What is needed — With both ends included, transcribe exactly the records below from their first line to the line that contains "ink(*color)".

Given data section start

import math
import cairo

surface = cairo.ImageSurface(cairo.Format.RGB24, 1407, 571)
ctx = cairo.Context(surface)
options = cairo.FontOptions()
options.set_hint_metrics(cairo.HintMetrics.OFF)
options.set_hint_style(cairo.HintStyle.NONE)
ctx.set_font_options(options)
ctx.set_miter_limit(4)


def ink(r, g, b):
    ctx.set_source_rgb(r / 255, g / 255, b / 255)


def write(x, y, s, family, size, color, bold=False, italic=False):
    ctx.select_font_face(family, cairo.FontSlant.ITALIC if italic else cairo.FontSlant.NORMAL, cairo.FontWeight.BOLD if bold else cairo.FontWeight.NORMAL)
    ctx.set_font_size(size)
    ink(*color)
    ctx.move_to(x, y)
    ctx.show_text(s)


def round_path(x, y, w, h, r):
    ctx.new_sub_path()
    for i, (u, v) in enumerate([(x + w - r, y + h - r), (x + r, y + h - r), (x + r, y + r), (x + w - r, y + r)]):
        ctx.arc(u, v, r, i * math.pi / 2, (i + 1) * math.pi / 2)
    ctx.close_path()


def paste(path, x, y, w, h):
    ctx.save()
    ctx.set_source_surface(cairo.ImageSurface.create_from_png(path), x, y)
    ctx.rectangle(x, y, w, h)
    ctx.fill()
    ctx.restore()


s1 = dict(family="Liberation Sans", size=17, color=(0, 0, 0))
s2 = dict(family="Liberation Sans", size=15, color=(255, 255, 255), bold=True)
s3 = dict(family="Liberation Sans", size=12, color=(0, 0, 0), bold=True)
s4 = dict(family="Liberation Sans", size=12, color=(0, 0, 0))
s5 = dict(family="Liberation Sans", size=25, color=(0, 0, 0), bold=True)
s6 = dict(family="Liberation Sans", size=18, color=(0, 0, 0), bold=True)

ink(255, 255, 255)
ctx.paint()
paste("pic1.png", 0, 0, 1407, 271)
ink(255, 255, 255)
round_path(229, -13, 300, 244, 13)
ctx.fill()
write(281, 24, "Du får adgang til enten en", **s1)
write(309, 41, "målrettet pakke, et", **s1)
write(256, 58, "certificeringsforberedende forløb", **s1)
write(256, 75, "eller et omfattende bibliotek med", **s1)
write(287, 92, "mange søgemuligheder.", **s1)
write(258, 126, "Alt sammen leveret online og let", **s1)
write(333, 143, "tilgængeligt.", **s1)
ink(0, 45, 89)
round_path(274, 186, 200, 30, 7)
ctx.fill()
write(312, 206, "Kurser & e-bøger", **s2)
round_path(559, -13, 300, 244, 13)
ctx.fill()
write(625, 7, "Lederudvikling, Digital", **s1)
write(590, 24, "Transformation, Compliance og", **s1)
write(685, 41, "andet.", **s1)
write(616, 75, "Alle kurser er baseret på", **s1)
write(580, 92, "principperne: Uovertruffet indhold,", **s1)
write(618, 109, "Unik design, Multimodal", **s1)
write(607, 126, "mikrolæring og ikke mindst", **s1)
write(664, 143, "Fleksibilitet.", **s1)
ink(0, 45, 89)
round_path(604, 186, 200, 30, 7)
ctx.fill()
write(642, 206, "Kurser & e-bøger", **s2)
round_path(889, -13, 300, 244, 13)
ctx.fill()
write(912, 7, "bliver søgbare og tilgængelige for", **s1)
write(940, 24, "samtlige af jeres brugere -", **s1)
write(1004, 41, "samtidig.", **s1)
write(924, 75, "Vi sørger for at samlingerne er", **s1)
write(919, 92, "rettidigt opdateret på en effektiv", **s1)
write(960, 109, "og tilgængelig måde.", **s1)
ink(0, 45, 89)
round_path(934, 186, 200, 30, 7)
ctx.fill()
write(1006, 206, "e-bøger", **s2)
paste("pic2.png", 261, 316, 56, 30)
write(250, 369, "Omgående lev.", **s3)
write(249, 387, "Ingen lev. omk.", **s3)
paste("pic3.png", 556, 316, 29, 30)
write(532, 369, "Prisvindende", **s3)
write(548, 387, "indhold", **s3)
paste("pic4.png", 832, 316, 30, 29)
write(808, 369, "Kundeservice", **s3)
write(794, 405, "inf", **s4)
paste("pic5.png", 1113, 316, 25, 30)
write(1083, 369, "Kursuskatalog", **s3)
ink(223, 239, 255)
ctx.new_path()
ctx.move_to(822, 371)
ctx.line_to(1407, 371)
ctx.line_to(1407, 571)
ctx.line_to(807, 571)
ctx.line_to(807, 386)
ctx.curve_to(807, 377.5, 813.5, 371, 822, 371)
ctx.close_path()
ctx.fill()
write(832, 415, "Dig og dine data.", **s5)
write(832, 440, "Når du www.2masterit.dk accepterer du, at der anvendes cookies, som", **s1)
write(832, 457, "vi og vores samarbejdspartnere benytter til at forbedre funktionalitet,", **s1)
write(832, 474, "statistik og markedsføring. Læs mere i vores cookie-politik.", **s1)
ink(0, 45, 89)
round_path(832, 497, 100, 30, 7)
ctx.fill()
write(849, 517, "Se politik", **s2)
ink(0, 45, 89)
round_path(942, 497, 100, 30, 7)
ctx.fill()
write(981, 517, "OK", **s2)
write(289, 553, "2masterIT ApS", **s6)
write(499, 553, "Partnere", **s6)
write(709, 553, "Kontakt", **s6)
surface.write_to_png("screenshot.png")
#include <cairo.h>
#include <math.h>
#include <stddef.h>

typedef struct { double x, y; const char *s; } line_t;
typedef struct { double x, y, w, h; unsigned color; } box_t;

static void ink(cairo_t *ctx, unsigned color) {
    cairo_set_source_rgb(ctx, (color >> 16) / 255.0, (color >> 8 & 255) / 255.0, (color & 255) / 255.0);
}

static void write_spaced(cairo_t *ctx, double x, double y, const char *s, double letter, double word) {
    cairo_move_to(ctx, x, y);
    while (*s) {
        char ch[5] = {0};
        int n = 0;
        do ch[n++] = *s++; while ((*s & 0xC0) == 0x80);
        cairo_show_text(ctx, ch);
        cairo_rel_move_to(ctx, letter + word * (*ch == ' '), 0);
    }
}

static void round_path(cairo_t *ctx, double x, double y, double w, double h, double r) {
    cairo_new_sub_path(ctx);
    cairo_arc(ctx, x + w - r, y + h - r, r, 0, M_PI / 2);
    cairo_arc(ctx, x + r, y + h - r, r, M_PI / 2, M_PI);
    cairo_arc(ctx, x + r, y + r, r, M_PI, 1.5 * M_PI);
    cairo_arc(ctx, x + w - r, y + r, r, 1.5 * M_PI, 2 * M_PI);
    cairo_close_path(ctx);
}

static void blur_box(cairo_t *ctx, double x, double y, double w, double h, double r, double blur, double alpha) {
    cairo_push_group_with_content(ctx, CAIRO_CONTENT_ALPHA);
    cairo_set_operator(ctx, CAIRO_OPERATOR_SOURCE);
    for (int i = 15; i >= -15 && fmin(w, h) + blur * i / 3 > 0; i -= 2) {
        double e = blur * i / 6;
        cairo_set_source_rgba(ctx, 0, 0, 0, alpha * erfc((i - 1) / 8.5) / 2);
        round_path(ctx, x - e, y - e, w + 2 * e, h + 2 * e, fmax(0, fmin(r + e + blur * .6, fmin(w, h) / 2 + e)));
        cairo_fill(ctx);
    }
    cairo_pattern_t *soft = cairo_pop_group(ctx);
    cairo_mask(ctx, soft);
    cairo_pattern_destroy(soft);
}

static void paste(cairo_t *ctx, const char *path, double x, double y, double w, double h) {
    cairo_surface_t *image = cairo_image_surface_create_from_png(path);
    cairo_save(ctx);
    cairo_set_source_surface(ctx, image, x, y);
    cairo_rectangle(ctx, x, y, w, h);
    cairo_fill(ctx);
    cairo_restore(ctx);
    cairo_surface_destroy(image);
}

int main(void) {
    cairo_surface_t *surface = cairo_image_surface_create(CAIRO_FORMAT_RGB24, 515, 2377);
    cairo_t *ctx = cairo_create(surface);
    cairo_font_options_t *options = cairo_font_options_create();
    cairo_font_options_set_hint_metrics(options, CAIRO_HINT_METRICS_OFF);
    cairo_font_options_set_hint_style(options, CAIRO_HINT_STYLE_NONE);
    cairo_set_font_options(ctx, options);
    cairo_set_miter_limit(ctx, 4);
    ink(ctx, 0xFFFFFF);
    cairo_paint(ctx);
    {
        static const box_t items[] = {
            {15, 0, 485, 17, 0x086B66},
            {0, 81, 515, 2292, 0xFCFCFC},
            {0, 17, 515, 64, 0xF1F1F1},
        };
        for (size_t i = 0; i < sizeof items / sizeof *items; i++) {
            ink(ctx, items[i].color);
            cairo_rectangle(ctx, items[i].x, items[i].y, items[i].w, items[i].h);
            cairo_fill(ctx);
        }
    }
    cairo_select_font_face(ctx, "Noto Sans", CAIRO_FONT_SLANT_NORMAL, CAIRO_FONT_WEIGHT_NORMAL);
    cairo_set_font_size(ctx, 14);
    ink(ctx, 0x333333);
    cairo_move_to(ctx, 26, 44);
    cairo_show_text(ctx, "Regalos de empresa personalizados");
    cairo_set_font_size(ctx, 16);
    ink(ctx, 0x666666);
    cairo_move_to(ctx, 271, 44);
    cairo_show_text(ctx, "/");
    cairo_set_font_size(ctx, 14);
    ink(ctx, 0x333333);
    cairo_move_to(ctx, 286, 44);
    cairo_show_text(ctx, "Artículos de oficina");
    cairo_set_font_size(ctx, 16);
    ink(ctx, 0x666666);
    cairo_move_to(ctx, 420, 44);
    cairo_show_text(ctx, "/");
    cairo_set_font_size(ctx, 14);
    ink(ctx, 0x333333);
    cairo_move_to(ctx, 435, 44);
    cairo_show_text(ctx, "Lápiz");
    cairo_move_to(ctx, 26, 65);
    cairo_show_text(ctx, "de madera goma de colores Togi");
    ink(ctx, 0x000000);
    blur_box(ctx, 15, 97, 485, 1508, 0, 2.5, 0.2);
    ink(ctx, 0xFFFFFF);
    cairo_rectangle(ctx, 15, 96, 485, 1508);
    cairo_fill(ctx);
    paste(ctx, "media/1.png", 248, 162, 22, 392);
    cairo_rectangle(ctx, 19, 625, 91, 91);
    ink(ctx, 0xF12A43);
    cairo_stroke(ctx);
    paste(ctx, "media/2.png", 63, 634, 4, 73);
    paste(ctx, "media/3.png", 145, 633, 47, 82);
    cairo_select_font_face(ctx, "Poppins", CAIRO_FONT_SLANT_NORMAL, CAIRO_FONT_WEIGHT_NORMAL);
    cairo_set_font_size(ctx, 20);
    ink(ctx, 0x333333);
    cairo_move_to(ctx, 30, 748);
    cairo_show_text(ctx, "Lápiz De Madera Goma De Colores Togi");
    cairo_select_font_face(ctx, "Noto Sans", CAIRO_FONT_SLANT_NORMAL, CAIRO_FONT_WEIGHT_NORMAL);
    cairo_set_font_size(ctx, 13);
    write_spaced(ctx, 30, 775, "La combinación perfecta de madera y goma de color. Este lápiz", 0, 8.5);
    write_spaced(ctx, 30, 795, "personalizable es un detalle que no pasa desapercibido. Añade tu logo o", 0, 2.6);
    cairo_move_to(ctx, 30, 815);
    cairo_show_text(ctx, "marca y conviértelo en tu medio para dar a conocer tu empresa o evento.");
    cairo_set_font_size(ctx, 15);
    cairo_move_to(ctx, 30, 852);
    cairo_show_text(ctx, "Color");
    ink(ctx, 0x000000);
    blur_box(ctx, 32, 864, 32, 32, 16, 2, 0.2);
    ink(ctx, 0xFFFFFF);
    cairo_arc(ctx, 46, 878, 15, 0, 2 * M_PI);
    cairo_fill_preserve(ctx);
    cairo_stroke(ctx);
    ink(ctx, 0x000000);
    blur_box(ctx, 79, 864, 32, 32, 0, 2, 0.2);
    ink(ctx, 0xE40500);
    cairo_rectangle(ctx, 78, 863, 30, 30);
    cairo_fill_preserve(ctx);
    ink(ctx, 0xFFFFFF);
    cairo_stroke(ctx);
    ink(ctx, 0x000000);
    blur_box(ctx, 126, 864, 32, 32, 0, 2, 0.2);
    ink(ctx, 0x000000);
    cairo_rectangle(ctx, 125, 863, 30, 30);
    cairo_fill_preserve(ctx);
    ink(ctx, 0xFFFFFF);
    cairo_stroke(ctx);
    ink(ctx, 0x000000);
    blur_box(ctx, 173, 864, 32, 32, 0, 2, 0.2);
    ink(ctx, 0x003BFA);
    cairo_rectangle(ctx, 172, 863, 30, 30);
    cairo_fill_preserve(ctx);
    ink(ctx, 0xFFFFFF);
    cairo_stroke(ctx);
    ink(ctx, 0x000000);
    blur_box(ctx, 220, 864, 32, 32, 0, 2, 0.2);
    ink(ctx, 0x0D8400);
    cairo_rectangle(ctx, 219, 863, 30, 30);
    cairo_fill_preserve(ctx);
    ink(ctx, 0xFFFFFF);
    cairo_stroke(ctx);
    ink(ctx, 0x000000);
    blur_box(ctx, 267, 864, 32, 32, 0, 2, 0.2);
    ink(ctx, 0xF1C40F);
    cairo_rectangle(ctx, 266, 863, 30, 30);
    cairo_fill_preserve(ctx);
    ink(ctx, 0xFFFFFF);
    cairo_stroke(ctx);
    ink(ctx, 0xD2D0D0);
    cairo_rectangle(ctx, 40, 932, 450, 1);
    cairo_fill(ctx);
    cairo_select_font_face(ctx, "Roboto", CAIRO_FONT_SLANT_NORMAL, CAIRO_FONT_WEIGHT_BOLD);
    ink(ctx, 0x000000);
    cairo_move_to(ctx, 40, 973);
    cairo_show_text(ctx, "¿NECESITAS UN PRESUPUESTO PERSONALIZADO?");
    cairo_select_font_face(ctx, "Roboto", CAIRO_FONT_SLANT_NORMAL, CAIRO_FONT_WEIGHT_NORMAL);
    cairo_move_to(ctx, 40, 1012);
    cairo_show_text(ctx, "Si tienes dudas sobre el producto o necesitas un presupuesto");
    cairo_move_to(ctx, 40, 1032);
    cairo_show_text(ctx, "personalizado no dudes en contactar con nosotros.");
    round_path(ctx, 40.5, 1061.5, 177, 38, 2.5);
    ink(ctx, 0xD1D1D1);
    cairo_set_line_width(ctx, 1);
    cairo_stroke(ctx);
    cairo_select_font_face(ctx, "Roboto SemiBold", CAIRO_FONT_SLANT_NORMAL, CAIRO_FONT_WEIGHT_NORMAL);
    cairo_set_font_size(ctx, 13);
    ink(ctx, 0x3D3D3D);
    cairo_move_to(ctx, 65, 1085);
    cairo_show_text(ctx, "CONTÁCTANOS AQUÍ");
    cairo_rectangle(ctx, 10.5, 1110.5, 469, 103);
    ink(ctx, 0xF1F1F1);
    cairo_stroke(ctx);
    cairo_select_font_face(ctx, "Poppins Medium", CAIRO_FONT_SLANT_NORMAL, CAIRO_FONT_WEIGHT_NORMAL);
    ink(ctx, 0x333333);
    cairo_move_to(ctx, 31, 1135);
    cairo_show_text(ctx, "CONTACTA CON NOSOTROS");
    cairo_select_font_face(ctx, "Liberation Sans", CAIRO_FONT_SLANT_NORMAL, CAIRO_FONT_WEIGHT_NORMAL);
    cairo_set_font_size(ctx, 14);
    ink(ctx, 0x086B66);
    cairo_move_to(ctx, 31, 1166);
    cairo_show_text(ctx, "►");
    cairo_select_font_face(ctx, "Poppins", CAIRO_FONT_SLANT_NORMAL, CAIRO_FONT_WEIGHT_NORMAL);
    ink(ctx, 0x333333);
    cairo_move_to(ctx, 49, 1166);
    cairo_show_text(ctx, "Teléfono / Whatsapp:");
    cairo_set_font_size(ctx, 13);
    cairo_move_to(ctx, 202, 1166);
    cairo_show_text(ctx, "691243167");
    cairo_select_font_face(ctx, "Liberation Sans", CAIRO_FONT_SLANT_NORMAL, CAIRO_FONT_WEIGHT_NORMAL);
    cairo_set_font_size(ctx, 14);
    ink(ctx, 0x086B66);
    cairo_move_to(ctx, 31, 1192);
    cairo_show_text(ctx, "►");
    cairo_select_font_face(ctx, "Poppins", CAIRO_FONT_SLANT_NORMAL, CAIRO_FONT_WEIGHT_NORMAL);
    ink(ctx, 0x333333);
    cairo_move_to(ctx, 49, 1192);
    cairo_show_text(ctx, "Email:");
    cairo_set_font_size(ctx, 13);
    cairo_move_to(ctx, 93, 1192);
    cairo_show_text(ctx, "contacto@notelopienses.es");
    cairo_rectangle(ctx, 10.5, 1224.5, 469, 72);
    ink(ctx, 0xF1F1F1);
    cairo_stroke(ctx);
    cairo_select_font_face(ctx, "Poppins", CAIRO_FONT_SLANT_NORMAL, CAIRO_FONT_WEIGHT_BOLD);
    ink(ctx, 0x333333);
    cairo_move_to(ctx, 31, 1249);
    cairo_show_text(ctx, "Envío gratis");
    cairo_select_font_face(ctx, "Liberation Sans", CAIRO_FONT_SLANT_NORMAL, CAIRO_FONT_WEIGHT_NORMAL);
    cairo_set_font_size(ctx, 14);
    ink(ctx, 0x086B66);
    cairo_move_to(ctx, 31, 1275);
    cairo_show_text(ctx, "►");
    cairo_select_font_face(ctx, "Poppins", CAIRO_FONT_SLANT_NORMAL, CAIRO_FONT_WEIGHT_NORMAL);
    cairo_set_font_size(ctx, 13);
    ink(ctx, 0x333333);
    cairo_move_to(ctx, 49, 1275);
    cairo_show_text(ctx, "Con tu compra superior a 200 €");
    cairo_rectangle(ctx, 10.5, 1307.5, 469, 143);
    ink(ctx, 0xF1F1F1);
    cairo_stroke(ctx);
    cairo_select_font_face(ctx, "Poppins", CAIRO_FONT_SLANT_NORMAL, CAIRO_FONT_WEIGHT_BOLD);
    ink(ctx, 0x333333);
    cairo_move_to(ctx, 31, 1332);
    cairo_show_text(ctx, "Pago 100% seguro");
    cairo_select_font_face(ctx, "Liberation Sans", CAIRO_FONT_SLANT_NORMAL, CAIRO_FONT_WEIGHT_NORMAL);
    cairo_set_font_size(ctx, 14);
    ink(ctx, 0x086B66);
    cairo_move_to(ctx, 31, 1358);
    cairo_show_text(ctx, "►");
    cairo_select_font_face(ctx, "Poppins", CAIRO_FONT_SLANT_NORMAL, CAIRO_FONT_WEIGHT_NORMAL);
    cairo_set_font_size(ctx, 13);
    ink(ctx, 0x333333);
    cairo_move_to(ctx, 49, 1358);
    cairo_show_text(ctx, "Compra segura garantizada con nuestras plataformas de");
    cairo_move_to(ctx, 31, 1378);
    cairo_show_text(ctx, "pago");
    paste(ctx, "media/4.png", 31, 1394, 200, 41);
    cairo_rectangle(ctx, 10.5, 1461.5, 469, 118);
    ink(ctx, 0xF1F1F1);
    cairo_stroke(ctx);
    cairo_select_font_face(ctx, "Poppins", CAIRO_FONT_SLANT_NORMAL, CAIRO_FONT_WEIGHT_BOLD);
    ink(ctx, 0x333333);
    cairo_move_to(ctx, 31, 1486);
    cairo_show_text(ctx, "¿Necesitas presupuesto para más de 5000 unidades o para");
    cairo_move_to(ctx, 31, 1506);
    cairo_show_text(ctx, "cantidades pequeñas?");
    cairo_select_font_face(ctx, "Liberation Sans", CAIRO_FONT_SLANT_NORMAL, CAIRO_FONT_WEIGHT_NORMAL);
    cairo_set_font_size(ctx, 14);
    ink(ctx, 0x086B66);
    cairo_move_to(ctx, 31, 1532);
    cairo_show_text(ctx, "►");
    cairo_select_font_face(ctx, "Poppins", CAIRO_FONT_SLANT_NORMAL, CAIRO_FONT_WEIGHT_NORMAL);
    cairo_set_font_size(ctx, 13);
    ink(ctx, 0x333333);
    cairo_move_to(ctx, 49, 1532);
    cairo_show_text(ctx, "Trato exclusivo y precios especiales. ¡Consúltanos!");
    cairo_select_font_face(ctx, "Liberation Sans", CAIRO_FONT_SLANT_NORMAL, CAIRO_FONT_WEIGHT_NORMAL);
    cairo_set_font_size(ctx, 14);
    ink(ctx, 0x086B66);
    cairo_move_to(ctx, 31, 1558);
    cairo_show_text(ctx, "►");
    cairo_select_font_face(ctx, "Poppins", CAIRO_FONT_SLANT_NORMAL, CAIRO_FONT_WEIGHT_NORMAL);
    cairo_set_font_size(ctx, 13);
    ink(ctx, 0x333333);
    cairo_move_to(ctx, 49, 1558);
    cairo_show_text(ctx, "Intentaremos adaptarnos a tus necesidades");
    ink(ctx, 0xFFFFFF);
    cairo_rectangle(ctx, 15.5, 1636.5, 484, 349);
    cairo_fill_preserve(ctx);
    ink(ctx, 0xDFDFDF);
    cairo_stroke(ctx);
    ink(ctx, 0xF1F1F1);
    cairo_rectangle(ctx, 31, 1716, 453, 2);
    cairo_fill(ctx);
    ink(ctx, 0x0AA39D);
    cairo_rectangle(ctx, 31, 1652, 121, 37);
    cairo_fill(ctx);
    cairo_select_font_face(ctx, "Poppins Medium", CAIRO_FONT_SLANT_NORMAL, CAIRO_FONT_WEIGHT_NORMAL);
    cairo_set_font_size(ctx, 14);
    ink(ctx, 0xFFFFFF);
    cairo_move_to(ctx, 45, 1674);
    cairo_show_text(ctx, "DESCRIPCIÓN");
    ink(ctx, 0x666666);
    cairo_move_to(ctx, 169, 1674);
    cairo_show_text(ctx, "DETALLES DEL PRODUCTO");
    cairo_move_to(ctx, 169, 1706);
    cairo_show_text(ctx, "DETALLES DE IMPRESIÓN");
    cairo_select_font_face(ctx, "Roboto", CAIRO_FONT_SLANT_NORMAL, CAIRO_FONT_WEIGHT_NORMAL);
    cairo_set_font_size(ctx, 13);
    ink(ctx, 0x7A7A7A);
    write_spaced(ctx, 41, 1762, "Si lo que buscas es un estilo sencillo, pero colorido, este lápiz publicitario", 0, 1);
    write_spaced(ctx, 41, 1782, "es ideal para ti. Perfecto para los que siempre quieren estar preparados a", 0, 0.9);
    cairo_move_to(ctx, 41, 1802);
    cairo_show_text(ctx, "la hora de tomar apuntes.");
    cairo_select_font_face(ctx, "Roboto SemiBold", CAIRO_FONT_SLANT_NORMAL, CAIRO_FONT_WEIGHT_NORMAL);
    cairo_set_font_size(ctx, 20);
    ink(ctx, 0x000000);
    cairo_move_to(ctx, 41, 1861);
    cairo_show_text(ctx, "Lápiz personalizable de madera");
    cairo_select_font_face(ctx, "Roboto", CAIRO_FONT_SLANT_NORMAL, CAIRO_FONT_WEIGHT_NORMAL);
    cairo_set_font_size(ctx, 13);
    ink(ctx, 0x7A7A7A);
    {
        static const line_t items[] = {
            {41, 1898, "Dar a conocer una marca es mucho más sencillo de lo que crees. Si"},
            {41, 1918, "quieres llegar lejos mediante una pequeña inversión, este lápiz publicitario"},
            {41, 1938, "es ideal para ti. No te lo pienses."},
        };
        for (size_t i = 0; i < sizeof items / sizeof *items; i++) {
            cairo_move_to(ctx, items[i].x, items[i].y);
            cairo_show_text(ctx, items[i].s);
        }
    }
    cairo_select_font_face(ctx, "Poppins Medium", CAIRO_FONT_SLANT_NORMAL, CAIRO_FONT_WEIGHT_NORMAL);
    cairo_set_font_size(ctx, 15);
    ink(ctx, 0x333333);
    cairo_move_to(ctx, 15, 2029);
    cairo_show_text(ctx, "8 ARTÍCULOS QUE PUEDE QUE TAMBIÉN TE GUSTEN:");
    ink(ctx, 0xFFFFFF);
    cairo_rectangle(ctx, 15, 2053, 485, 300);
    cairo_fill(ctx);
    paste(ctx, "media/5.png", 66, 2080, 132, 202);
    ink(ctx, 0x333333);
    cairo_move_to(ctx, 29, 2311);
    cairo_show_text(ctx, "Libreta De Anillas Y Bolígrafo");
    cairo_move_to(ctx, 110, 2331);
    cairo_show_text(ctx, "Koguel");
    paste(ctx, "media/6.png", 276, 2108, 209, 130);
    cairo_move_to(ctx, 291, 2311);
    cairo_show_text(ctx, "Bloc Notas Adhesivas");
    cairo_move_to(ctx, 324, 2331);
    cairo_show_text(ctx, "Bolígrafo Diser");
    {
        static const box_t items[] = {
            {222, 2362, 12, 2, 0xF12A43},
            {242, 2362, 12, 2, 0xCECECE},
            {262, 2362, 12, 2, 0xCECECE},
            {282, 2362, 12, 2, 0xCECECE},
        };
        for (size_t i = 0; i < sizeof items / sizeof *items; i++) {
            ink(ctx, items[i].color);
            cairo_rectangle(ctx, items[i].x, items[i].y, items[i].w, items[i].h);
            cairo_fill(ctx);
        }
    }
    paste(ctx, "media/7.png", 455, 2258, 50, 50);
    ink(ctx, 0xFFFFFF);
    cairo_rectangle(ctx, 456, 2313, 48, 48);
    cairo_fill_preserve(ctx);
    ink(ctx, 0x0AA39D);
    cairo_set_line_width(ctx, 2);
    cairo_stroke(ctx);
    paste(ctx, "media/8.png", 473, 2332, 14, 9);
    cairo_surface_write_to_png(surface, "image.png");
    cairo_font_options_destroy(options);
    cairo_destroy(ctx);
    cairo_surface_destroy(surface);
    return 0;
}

Given data section end

Output —
import math
import cairo

surface = cairo.ImageSurface(cairo.Format.RGB24, 1407, 571)
ctx = cairo.Context(surface)
options = cairo.FontOptions()
options.set_hint_metrics(cairo.HintMetrics.OFF)
options.set_hint_style(cairo.HintStyle.NONE)
ctx.set_font_options(options)
ctx.set_miter_limit(4)


def ink(r, g, b):
    ctx.set_source_rgb(r / 255, g / 255, b / 255)


def write(x, y, s, family, size, color, bold=False, italic=False):
    ctx.select_font_face(family, cairo.FontSlant.ITALIC if italic else cairo.FontSlant.NORMAL, cairo.FontWeight.BOLD if bold else cairo.FontWeight.NORMAL)
    ctx.set_font_size(size)
    ink(*color)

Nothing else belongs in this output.